CMS notes that any changes in the assignment of specific categories of providers/suppliers to one of the three screening categories will be made by proposed rulemaking; however, changes in the instances constituting trigger events for reassignment of a specific provider/supplier to the "high" risk category will not be subject to formal rulemaking. See 42 C.F.R. § 424.518.

The final rule also includes other important provisions relating to provider/supplier enrollments/revalidations. Specifically, the rule requires payment of a fee for all applications for initial enrollment, addition of a practice location, or revalidation of enrollment information. For calendar year 2011, the fee is $505. See 42 C.F.R. § 424.514.

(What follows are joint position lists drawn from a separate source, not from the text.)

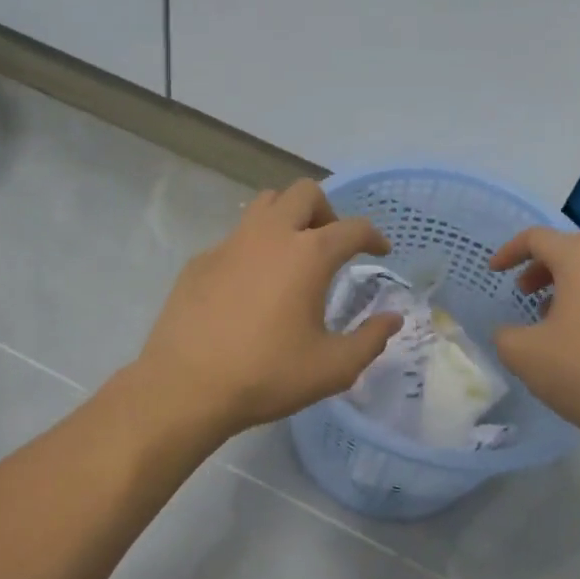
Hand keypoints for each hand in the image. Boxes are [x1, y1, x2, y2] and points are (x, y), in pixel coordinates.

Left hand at [133, 180, 404, 440]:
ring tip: (293, 253)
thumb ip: (371, 339)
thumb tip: (393, 318)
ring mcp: (230, 243)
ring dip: (288, 217)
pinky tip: (251, 285)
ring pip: (265, 204)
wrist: (186, 386)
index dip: (374, 237)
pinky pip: (236, 237)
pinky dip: (254, 247)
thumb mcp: (333, 368)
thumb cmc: (268, 375)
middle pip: (305, 193)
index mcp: (309, 255)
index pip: (353, 228)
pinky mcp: (201, 260)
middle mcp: (270, 235)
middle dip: (328, 211)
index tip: (381, 251)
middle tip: (333, 245)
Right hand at [488, 227, 579, 445]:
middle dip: (542, 263)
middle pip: (573, 247)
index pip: (539, 238)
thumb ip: (504, 334)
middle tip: (523, 289)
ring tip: (550, 313)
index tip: (495, 272)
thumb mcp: (521, 354)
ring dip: (569, 282)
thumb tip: (510, 331)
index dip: (510, 251)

In addition, the final rule permits CMS to impose a moratorium on the enrollment of new Medicare providers and suppliers of a particular type or the establishment of new practice locations of a particular type in a particular geographic area.  Any such moratorium will be announced in the Federal Register. See 42 C.F.R. § 424.570(a).

42 C.F.R. Section 424.515 requires that all Medicare-enrolled providers or supplies (other than DMEPOS suppliers) must resubmit and recertify the accuracy of their enrollment information every 5 years in order to maintain their Medicare billing privileges. Similar requirements apply to Medicaid-enrolled providers or suppliers.